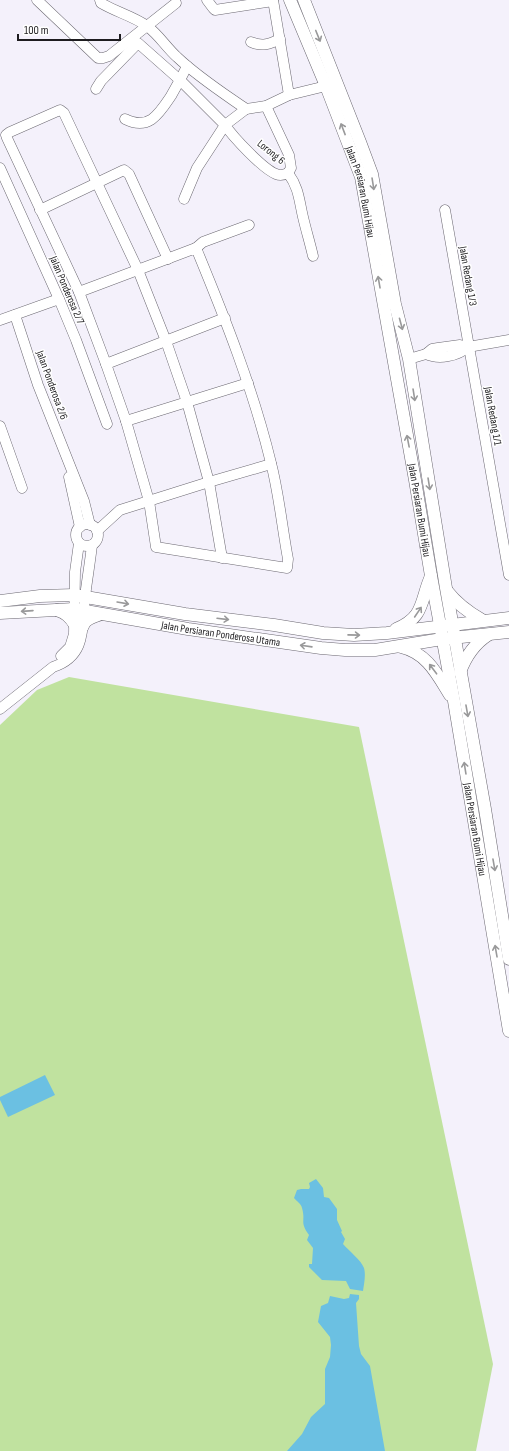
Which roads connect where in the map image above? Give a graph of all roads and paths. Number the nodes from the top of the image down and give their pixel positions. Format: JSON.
{"nodes":[{"id":1,"x":37,"y":0,"type":"edge"},
{"id":2,"x":100,"y":0,"type":"edge"},
{"id":3,"x":207,"y":0,"type":"edge"},
{"id":4,"x":273,"y":0,"type":"edge"},
{"id":5,"x":290,"y":0,"type":"edge"},
{"id":6,"x":304,"y":0,"type":"edge"},
{"id":7,"x":176,"y":3,"type":"dead end"},
{"id":8,"x":146,"y":25,"type":"junction"},
{"id":9,"x":280,"y":39,"type":"junction"},
{"id":10,"x":251,"y":42,"type":"dead end"},
{"id":11,"x":187,"y":66,"type":"junction"},
{"id":12,"x":180,"y":81,"type":"junction"},
{"id":13,"x":326,"y":86,"type":"junction"},
{"id":14,"x":96,"y":89,"type":"dead end"},
{"id":15,"x":289,"y":95,"type":"junction"},
{"id":16,"x":266,"y":106,"type":"junction"},
{"id":17,"x":246,"y":109,"type":"junction"},
{"id":18,"x":124,"y":118,"type":"dead end"},
{"id":19,"x":225,"y":125,"type":"junction"},
{"id":20,"x":0,"y":168,"type":"edge"},
{"id":21,"x":288,"y":173,"type":"junction"},
{"id":22,"x":97,"y":183,"type":"junction"},
{"id":23,"x":184,"y":199,"type":"dead end"},
{"id":24,"x":40,"y":210,"type":"junction"},
{"id":25,"x":445,"y":210,"type":"dead end"},
{"id":26,"x":249,"y":225,"type":"dead end"},
{"id":27,"x":196,"y":248,"type":"junction"},
{"id":28,"x":313,"y":256,"type":"dead end"},
{"id":29,"x":168,"y":259,"type":"junction"},
{"id":30,"x":138,"y":270,"type":"junction"},
{"id":31,"x":79,"y":292,"type":"junction"},
{"id":32,"x":59,"y":299,"type":"junction"},
{"id":33,"x":15,"y":315,"type":"junction"},
{"id":34,"x":225,"y":318,"type":"junction"},
{"id":35,"x":0,"y":320,"type":"edge"},
{"id":36,"x":388,"y":328,"type":"junction"},
{"id":37,"x":509,"y":340,"type":"edge"},
{"id":38,"x":166,"y":341,"type":"junction"},
{"id":39,"x":468,"y":347,"type":"junction"},
{"id":40,"x":409,"y":359,"type":"junction"},
{"id":41,"x":106,"y":364,"type":"junction"},
{"id":42,"x":248,"y":383,"type":"junction"},
{"id":43,"x":187,"y":402,"type":"junction"},
{"id":44,"x":400,"y":402,"type":"junction"},
{"id":45,"x":126,"y":421,"type":"junction"},
{"id":46,"x":107,"y":424,"type":"dead end"},
{"id":47,"x":0,"y":426,"type":"edge"},
{"id":48,"x":271,"y":464,"type":"junction"},
{"id":49,"x":209,"y":482,"type":"junction"},
{"id":50,"x":22,"y":488,"type":"dead end"},
{"id":51,"x":149,"y":501,"type":"junction"},
{"id":52,"x":89,"y":527,"type":"junction"},
{"id":53,"x":79,"y":543,"type":"junction"},
{"id":54,"x":92,"y":545,"type":"junction"},
{"id":55,"x":222,"y":558,"type":"junction"},
{"id":56,"x":508,"y":559,"type":"edge"},
{"id":57,"x":75,"y":572,"type":"junction"},
{"id":58,"x":88,"y":575,"type":"junction"},
{"id":59,"x":509,"y":575,"type":"edge"},
{"id":60,"x":431,"y":576,"type":"junction"},
{"id":61,"x":446,"y":588,"type":"junction"},
{"id":62,"x":80,"y":596,"type":"junction"},
{"id":63,"x":0,"y":601,"type":"edge"},
{"id":64,"x":54,"y":610,"type":"junction"},
{"id":65,"x":79,"y":610,"type":"junction"},
{"id":66,"x":0,"y":613,"type":"edge"},
{"id":67,"x":101,"y":614,"type":"junction"},
{"id":68,"x":509,"y":618,"type":"edge"},
{"id":69,"x":482,"y":620,"type":"junction"},
{"id":70,"x":79,"y":625,"type":"junction"},
{"id":71,"x":453,"y":625,"type":"junction"},
{"id":72,"x":440,"y":627,"type":"junction"},
{"id":73,"x":509,"y":632,"type":"edge"},
{"id":74,"x":388,"y":633,"type":"junction"},
{"id":75,"x":489,"y":634,"type":"junction"},
{"id":76,"x":448,"y":639,"type":"junction"},
{"id":77,"x":397,"y":646,"type":"junction"},
{"id":78,"x":460,"y":673,"type":"junction"},
{"id":79,"x":454,"y":701,"type":"junction"},
{"id":80,"x":0,"y":709,"type":"edge"},
{"id":81,"x":498,"y":887,"type":"junction"},
{"id":82,"x":485,"y":888,"type":"junction"},
{"id":83,"x":509,"y":959,"type":"edge"},
{"id":84,"x":504,"y":969,"type":"edge"},
{"id":85,"x":509,"y":1031,"type":"edge"}],
"edges":[{"from":1,"to":8,"type":"street"},
{"from":2,"to":8,"type":"street"},
{"from":3,"to":4,"type":"street"},
{"from":4,"to":9,"type":"street"},
{"from":5,"to":13,"type":"main road","name":"Jalan Persiaran Bumi Hijau"},
{"from":6,"to":40,"type":"main road","name":"Jalan Persiaran Bumi Hijau","one_way":true},
{"from":7,"to":8,"type":"street"},
{"from":8,"to":11,"type":"street"},
{"from":9,"to":10,"type":"street"},
{"from":9,"to":15,"type":"street"},
{"from":11,"to":12,"type":"street"},
{"from":11,"to":17,"type":"street"},
{"from":12,"to":14,"type":"street","name":"Lorong 6"},
{"from":12,"to":18,"type":"street"},
{"from":12,"to":19,"type":"street","name":"Lorong 6"},
{"from":13,"to":15,"type":"street"},
{"from":36,"to":13,"type":"main road","name":"Jalan Persiaran Bumi Hijau","one_way":true},
{"from":15,"to":16,"type":"street"},
{"from":16,"to":17,"type":"street"},
{"from":16,"to":21,"type":"street","name":"Lorong 6"},
{"from":17,"to":19,"type":"street"},
{"from":19,"to":21,"type":"street","name":"Lorong 6"},
{"from":19,"to":23,"type":"street"},
{"from":20,"to":32,"type":"street","name":"Jalan Ponderosa 2/7"},
{"from":21,"to":28,"type":"street"},
{"from":22,"to":24,"type":"street"},
{"from":22,"to":24,"type":"street"},
{"from":22,"to":29,"type":"street"},
{"from":22,"to":30,"type":"street"},
{"from":24,"to":31,"type":"street"},
{"from":25,"to":39,"type":"street","name":"Jalan Redang 1/3"},
{"from":26,"to":27,"type":"street"},
{"from":27,"to":29,"type":"street"},
{"from":27,"to":34,"type":"street"},
{"from":29,"to":30,"type":"street"},
{"from":30,"to":31,"type":"street"},
{"from":30,"to":38,"type":"street"},
{"from":31,"to":41,"type":"street"},
{"from":32,"to":33,"type":"street"},
{"from":32,"to":46,"type":"street","name":"Jalan Ponderosa 2/7"},
{"from":33,"to":35,"type":"street"},
{"from":33,"to":52,"type":"street","name":"Jalan Ponderosa 2/6"},
{"from":34,"to":38,"type":"street"},
{"from":34,"to":42,"type":"street"},
{"from":36,"to":40,"type":"main road"},
{"from":36,"to":44,"type":"main road","name":"Jalan Persiaran Bumi Hijau"},
{"from":37,"to":39,"type":"street"},
{"from":38,"to":41,"type":"street"},
{"from":38,"to":43,"type":"street"},
{"from":39,"to":40,"type":"street"},
{"from":39,"to":56,"type":"street","name":"Jalan Redang 1/1"},
{"from":40,"to":44,"type":"main road"},
{"from":40,"to":61,"type":"main road","name":"Jalan Persiaran Bumi Hijau","one_way":true},
{"from":41,"to":45,"type":"street"},
{"from":42,"to":43,"type":"street"},
{"from":42,"to":48,"type":"street"},
{"from":43,"to":45,"type":"street"},
{"from":43,"to":49,"type":"street"},
{"from":60,"to":44,"type":"main road","name":"Jalan Persiaran Bumi Hijau","one_way":true},
{"from":45,"to":51,"type":"street"},
{"from":47,"to":50,"type":"street"},
{"from":48,"to":49,"type":"street"},
{"from":48,"to":55,"type":"street"},
{"from":49,"to":51,"type":"street"},
{"from":49,"to":55,"type":"street"},
{"from":51,"to":52,"type":"street"},
{"from":51,"to":55,"type":"street"},
{"from":52,"to":53,"type":"street"},
{"from":52,"to":54,"type":"street"},
{"from":53,"to":54,"type":"street"},
{"from":53,"to":57,"type":"street"},
{"from":54,"to":58,"type":"street"},
{"from":56,"to":59,"type":"street","name":"Jalan Redang 1/1"},
{"from":57,"to":58,"type":"street"},
{"from":57,"to":62,"type":"street"},
{"from":58,"to":62,"type":"street"},
{"from":60,"to":72,"type":"main road","name":"Jalan Persiaran Bumi Hijau"},
{"from":74,"to":60,"type":"main road","one_way":true},
{"from":61,"to":69,"type":"main road"},
{"from":61,"to":71,"type":"main road","name":"Jalan Persiaran Bumi Hijau"},
{"from":62,"to":63,"type":"main road","name":"Jalan Persiaran Ponderosa Utama"},
{"from":62,"to":65,"type":"street"},
{"from":62,"to":74,"type":"main road","name":"Jalan Persiaran Ponderosa Utama","one_way":true},
{"from":64,"to":65,"type":"main road","name":"Jalan Persiaran Ponderosa Utama"},
{"from":64,"to":66,"type":"main road","name":"Jalan Persiaran Ponderosa Utama","one_way":true},
{"from":64,"to":70,"type":"main road"},
{"from":65,"to":67,"type":"main road","name":"Jalan Persiaran Ponderosa Utama"},
{"from":65,"to":70,"type":"street"},
{"from":67,"to":70,"type":"main road"},
{"from":77,"to":67,"type":"main road","name":"Jalan Persiaran Ponderosa Utama","one_way":true},
{"from":68,"to":69,"type":"main road","name":"Jalan Persiaran Ponderosa Utama"},
{"from":69,"to":71,"type":"main road","name":"Jalan Persiaran Ponderosa Utama"},
{"from":70,"to":80,"type":"street"},
{"from":71,"to":72,"type":"main road","name":"Jalan Persiaran Ponderosa Utama"},
{"from":71,"to":76,"type":"main road","name":"Jalan Persiaran Bumi Hijau"},
{"from":72,"to":74,"type":"main road","name":"Jalan Persiaran Ponderosa Utama"},
{"from":72,"to":76,"type":"main road","name":"Jalan Persiaran Bumi Hijau"},
{"from":73,"to":75,"type":"main road","name":"Jalan Persiaran Ponderosa Utama"},
{"from":75,"to":76,"type":"main road","name":"Jalan Persiaran Ponderosa Utama"},
{"from":75,"to":78,"type":"main road"},
{"from":76,"to":77,"type":"main road","name":"Jalan Persiaran Ponderosa Utama"},
{"from":76,"to":78,"type":"main road","name":"Jalan Persiaran Bumi Hijau"},
{"from":76,"to":79,"type":"main road","name":"Jalan Persiaran Bumi Hijau"},
{"from":79,"to":77,"type":"main road","one_way":true},
{"from":78,"to":81,"type":"main road","name":"Jalan Persiaran Bumi Hijau","one_way":true},
{"from":82,"to":79,"type":"main road","name":"Jalan Persiaran Bumi Hijau","one_way":true},
{"from":81,"to":82,"type":"main road"},
{"from":81,"to":83,"type":"main road","name":"Jalan Persiaran Bumi Hijau"},
{"from":84,"to":82,"type":"main road","name":"Jalan Persiaran Bumi Hijau","one_way":true},
{"from":84,"to":85,"type":"main road","name":"Jalan Persiaran Bumi Hijau"}]}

# # #

Activity -
The lines that contain the word "nodes" are wanted; copy each of them from the records.

Response below -
Which roads connect where in the map image above? Give a graph of all roads and paths. Number the nodes from the top of the image down and give their pixel positions. Format: JSON.
{"nodes":[{"id":1,"x":37,"y":0,"type":"edge"},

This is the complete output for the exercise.